§ **Your instructions**:
Filter these records by the string "Jagakarsa", copying each line that holds it.

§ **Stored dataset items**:
═══

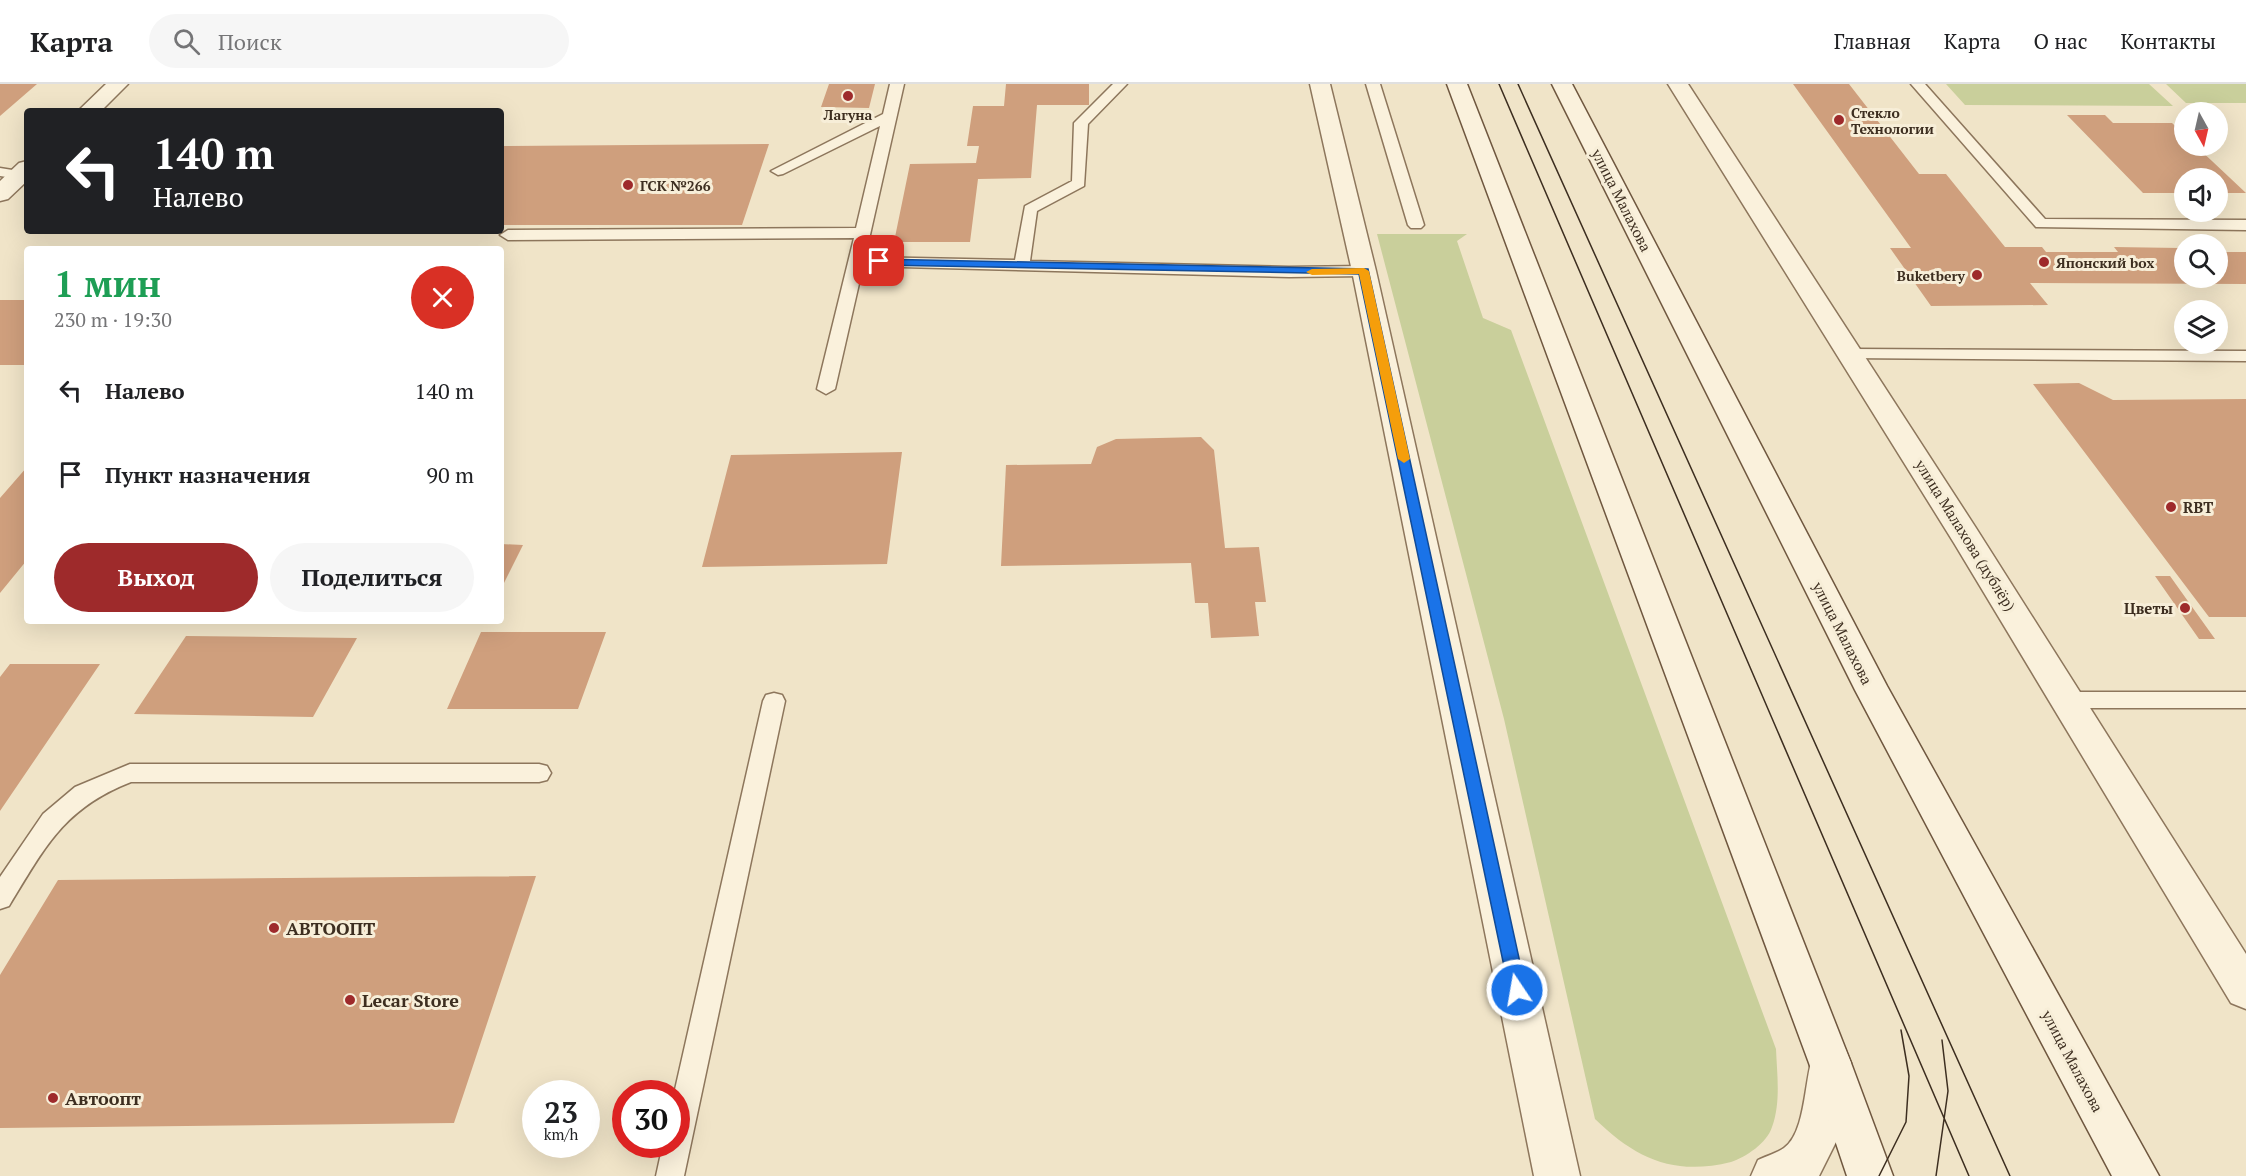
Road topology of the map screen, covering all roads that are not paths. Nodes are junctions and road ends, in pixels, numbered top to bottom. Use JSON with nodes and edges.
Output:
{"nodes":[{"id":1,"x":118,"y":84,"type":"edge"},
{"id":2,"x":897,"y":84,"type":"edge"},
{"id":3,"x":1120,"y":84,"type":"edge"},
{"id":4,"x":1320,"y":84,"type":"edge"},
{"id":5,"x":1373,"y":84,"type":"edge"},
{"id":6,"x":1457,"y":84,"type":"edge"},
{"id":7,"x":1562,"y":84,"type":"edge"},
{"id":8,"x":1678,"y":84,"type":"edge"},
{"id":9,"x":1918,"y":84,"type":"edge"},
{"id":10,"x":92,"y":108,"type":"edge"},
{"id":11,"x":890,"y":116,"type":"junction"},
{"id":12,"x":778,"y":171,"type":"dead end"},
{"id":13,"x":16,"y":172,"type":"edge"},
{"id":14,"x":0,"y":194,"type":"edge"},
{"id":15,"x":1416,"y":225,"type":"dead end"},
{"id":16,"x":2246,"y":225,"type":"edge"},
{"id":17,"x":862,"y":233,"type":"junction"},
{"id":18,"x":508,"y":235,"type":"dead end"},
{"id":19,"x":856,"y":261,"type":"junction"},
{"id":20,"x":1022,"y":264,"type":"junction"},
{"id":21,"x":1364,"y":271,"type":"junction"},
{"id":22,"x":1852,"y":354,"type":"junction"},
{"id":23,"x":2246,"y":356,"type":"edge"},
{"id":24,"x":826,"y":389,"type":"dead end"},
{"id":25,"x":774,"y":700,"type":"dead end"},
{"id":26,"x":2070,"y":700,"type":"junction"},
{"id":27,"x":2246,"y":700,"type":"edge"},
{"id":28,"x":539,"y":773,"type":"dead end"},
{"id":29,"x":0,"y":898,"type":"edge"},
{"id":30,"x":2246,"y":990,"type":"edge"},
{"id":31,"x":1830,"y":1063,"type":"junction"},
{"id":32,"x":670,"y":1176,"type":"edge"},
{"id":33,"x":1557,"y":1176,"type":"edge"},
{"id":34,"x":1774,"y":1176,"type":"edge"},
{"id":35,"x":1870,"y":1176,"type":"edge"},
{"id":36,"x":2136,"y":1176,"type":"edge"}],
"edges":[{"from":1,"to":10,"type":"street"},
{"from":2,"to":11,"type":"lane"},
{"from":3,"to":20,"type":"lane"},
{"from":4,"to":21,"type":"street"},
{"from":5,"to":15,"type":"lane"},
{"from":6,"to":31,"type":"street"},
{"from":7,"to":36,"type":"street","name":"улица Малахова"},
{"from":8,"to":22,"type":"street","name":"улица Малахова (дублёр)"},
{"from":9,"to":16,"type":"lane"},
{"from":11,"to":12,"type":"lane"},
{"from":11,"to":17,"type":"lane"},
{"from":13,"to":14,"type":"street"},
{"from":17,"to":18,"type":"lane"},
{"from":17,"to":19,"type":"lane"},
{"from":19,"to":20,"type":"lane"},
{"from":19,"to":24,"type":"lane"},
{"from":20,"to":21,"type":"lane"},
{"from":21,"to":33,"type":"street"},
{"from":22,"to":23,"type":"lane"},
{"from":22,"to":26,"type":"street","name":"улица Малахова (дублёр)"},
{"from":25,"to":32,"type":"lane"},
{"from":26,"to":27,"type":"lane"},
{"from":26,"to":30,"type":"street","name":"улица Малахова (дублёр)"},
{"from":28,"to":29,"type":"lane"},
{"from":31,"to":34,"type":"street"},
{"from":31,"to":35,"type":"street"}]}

═══

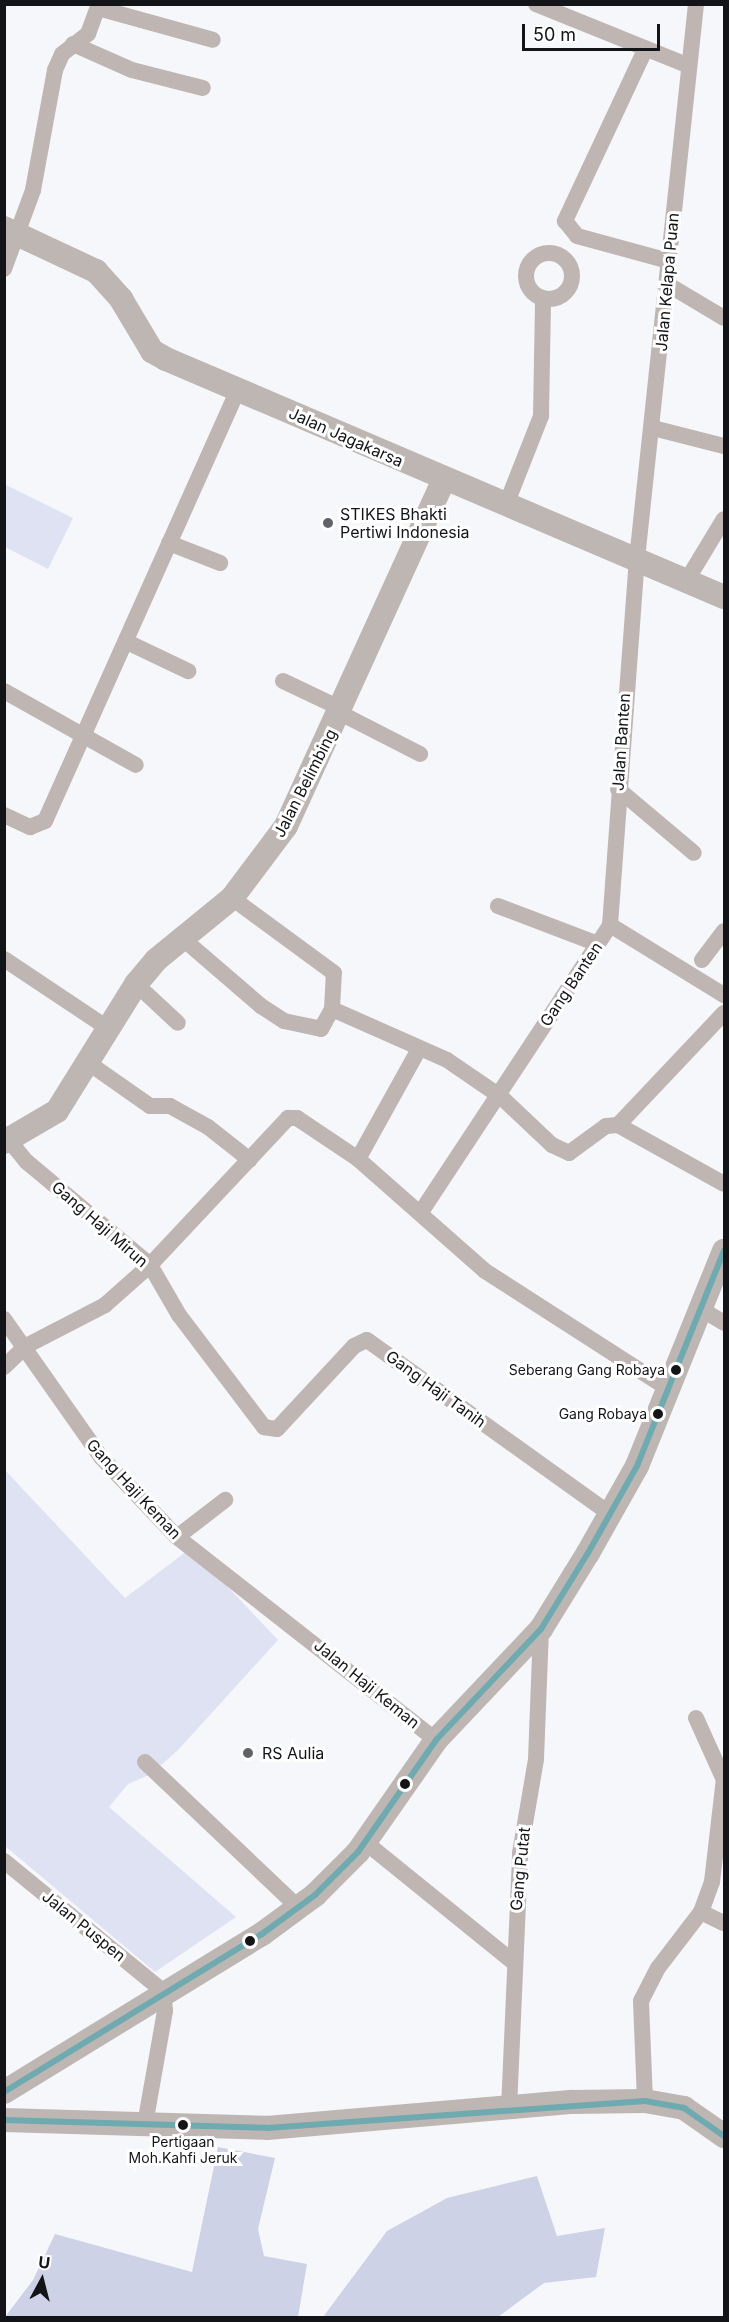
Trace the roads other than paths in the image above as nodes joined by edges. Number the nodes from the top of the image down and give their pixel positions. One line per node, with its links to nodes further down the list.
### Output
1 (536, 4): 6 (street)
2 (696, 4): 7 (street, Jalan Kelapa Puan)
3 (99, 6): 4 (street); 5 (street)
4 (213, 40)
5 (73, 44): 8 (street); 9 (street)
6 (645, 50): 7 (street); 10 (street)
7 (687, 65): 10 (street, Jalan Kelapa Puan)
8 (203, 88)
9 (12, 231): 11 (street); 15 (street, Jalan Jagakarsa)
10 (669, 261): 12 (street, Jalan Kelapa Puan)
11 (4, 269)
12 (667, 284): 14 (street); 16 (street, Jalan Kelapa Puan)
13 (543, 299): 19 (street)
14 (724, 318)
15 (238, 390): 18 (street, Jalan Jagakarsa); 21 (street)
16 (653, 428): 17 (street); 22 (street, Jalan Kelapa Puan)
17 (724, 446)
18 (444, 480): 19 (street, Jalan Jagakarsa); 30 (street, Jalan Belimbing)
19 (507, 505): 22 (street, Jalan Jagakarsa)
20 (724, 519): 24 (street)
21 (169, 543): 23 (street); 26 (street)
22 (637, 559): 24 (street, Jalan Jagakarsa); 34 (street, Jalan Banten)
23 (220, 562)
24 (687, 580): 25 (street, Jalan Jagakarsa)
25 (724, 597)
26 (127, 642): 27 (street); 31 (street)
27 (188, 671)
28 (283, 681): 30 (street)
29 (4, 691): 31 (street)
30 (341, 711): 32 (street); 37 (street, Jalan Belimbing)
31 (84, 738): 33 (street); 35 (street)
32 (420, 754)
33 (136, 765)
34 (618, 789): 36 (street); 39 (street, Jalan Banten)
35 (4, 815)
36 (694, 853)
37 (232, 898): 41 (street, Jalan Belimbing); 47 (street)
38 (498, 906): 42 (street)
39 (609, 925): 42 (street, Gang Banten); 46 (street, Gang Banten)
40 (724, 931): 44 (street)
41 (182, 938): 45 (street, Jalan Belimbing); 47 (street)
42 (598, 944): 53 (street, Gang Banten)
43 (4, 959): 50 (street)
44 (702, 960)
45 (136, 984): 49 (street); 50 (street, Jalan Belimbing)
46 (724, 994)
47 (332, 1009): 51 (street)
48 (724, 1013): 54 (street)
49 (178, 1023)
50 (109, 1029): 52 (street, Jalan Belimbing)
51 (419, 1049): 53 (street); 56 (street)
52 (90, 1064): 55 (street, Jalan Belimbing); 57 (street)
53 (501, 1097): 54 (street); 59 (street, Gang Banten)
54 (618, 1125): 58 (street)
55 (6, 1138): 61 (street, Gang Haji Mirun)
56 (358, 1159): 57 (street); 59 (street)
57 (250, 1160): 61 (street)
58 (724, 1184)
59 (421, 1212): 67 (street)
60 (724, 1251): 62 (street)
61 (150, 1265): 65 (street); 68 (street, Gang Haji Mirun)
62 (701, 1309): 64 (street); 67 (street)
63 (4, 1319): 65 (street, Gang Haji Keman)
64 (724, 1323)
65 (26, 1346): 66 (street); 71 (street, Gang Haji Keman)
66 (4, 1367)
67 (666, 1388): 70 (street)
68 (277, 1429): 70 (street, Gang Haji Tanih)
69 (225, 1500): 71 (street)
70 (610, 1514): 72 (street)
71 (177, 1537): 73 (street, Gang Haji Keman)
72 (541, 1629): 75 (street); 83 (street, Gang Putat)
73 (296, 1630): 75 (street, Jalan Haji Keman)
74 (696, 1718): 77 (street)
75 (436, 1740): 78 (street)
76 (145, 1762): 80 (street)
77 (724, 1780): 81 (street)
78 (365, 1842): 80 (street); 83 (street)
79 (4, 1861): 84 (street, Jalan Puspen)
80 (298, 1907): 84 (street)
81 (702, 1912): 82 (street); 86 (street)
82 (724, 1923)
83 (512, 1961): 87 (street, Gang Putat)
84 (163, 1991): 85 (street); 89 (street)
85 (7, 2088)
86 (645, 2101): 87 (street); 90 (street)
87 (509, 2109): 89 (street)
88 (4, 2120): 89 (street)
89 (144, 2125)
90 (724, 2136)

═══

§ **Answer section**:
9 (12, 231): 11 (street); 15 (street, Jalan Jagakarsa)
15 (238, 390): 18 (street, Jalan Jagakarsa); 21 (street)
18 (444, 480): 19 (street, Jalan Jagakarsa); 30 (street, Jalan Belimbing)
19 (507, 505): 22 (street, Jalan Jagakarsa)
22 (637, 559): 24 (street, Jalan Jagakarsa); 34 (street, Jalan Banten)
24 (687, 580): 25 (street, Jalan Jagakarsa)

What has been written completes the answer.